Opinión

Al calor de la butaca: Cumpleaños no feliz

Con Villa dolorosa, de la alemana Rebekka Kricheldorf, culminó el domingo en La Caja de Fósforos el primer Festival de Dramaturgia Europea. Un total de 6 obras, representando igual número de países, fueron escenificadas entre los meses de agosto y noviembre en la sede de la agrupación, en la Concha Acústica de Bello Monte.

Nacida en Friburgo de Brisgovia en 1974, Rebekka Kricheldorf constituye una de las más destacadas voces de la nueva dramaturgia alemana. De su autoría es Villa dolorosa, texto basado en la pieza teatral Tres hermanas de Antón Chéjov y representado por primera vez en su país de origen en el año 2009. La obra surge como una tragicomedia contemporánea que le permite a su autora reflexionar sobre la generación a la cual pertenece.

En ambas obras, Irina, Masha y Olga son los nombres de las tres hermanas que comparten vivienda con Andréi, su único hermano. Mientras que la de Chéjov transcurría en una casa rural de la Rusia de principios del siglo pasado, la de Kricheldorf tiene lugar en la Alemania reciente, donde los hermanos comparten vivienda en una villa en ruinas, subsistiendo con los restos de una fortuna económica que paulatinamente va desapareciendo.

Una educación elitista recibida por parte de padres intelectuales, junto con una actitud arrogante y la cotidianidad de una vida tediosa, aísla a las hermanas de su entorno, impidiéndoles salir de la inercia en la que se encuentran atrapadas para poder eventualmente emprender proyectos personales.

A lo largo de 2 años, en tres cumpleaños sucesivos de Irina, la menor de las hermanas, se hará evidente el declive personal de las mujeres, en contraste con la llegada de Janine, la joven de clase baja, pareja de Andréi, quien se instala en la casa alterando a las hermanas con su presencia y con la de los sucesivos sobrinos que irán naciendo.

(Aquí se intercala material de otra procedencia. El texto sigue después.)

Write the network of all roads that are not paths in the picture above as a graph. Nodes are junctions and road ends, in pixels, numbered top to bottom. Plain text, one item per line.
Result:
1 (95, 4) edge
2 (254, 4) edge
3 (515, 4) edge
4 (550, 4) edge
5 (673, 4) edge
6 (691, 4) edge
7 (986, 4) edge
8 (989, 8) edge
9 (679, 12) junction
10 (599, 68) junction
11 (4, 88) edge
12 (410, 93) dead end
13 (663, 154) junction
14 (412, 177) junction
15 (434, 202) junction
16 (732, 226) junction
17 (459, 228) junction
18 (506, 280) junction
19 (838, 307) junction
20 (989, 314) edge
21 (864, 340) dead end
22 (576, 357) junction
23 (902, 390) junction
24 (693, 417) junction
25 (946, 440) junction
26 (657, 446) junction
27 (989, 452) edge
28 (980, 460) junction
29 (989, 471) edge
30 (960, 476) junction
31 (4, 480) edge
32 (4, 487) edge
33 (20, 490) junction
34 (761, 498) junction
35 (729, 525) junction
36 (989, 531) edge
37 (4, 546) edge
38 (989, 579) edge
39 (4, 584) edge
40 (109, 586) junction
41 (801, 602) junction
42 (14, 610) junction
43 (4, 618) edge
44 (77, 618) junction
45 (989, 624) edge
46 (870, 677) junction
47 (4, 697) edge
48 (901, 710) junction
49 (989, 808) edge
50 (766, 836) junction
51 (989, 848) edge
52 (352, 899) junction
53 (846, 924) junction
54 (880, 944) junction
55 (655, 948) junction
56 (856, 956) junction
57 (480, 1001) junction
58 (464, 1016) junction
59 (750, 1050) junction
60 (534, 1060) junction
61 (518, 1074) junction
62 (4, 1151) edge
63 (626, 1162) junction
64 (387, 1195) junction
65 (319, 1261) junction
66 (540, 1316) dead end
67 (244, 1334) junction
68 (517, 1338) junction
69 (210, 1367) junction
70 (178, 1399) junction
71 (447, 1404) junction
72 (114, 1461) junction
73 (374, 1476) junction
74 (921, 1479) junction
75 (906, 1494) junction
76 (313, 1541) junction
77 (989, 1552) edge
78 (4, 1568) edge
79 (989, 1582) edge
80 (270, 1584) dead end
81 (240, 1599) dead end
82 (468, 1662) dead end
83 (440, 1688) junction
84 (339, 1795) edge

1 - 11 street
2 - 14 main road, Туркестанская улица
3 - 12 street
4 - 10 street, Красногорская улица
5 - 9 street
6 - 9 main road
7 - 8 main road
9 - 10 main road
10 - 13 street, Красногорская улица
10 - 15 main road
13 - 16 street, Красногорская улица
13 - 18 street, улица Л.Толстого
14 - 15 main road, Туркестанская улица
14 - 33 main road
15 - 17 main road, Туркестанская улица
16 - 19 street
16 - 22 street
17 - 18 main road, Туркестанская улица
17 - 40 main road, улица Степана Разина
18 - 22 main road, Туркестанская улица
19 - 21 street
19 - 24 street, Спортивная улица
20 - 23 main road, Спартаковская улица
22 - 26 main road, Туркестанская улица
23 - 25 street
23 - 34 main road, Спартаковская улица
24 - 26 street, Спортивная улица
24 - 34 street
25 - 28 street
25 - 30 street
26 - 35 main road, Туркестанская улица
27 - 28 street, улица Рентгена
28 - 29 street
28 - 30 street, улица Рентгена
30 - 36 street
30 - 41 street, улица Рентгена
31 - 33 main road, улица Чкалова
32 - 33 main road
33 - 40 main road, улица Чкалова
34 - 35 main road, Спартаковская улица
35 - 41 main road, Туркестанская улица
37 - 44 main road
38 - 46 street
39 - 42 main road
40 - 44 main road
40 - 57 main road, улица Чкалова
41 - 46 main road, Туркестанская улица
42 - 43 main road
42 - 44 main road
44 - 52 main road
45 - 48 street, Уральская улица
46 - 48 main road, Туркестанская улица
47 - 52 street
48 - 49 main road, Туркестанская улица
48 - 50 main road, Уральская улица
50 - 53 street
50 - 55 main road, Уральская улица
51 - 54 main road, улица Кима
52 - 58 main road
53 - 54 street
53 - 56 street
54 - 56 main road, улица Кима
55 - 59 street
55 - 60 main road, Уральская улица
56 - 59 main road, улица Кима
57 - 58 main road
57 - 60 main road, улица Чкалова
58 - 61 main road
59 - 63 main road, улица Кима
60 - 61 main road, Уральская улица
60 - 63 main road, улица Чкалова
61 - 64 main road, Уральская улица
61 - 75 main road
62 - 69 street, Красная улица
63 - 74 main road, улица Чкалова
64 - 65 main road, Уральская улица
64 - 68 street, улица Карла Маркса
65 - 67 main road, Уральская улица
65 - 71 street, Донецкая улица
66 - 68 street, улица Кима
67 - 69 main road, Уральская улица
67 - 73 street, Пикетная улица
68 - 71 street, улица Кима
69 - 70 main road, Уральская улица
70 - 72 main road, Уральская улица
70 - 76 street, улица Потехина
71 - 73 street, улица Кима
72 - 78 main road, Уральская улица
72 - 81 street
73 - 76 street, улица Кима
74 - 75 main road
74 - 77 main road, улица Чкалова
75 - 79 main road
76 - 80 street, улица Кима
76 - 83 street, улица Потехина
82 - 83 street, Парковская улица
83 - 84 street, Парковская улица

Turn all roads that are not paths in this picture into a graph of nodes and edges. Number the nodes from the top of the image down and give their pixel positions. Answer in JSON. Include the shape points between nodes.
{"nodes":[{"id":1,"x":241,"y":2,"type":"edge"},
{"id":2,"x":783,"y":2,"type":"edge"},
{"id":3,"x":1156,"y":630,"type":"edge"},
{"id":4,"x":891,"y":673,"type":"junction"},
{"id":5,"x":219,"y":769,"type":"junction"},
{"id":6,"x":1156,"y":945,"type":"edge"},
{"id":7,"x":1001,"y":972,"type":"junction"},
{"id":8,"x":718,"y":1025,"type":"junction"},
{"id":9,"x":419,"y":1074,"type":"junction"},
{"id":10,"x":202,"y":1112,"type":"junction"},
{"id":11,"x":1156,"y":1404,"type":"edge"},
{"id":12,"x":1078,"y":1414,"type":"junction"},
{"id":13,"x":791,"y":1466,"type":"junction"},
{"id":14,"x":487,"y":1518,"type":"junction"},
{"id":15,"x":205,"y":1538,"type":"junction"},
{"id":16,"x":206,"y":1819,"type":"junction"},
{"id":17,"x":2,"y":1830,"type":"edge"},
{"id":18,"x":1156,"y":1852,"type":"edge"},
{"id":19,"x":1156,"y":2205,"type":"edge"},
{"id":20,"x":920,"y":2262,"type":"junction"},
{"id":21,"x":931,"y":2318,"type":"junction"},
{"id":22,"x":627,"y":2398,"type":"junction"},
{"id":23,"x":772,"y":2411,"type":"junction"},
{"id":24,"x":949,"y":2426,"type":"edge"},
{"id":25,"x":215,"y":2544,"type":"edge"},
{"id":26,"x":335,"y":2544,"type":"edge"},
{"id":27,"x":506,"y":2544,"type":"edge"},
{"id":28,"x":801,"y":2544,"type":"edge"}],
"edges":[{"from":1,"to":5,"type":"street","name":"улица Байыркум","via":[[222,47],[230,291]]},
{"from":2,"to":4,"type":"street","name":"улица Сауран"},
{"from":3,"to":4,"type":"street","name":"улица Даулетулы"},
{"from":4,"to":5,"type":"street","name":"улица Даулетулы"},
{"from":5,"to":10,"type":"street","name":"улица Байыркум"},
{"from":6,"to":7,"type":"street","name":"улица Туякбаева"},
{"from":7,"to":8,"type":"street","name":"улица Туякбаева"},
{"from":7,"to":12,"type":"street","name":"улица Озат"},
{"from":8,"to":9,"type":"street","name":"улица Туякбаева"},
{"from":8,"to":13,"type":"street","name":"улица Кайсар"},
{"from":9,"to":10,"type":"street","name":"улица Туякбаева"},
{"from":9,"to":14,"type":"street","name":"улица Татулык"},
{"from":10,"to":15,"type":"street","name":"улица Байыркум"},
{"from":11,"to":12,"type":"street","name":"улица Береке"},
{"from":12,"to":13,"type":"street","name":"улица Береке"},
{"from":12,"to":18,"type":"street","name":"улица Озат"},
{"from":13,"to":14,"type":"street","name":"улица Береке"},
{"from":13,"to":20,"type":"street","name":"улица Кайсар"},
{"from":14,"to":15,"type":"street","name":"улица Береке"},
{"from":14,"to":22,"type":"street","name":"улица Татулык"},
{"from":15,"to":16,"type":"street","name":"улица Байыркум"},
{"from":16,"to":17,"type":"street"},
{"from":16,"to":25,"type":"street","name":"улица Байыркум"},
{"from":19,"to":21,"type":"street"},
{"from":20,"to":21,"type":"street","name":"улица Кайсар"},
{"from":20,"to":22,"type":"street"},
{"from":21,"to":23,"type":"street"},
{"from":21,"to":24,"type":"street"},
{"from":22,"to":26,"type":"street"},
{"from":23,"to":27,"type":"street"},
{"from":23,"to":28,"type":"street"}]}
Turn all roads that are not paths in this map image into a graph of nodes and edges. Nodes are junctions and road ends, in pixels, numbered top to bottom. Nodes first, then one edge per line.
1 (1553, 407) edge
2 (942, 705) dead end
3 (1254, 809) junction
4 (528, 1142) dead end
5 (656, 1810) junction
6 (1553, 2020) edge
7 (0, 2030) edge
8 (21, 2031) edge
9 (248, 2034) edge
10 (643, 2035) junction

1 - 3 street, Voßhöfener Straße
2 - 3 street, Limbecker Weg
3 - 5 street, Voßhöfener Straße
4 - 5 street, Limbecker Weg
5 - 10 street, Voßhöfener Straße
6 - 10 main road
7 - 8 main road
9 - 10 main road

Obra de texto y actores, Orlando Arocha logra combinar acertadamente estos elementos, aprovechando el talento y la capacidad interpretativa de Ana Melo, Valentina Garrido y Marielena González, quienes asumen como una verdadera “prueba de fuerza” los personajes de Irina, Masha y Olga Freudenbach respectivamente, sobresaliendo en tan compleja aproximación.

El grupo de intérpretes se completa con los igualmente destacados trabajos de Mary Duartte como Janine, Aitor Aguirre como Andréi y Daniel Jiménez como Jorge. Betty Pérez Hatten y Luis Javier Jiménez tienen una participación especial de carácter principalmente vocal en sus respectivas condiciones de soprano y tenor.

La asistencia de dirección fue encomendada a María Fernanda Bistoché, mientras que la escenografía fue elaborada por Ricardo Morales, el vestuario de Raquel Ríos y la iluminación diseñada por David Blanco. La producción de campo estuvo a cargo de Luis Ernesto Rodríguez.

Tras esta obra, la Caja de Fósforos entra en un incierto receso como producto de la situación que afecta el espacio en el cual han venido desarrollando una de las más destacadas labores de la escena teatral caraqueña de los últimos años. Confiamos en que ello pueda resolverse de forma satisfactoria para poder continuar a partir de 2018 con tan meritoria labor.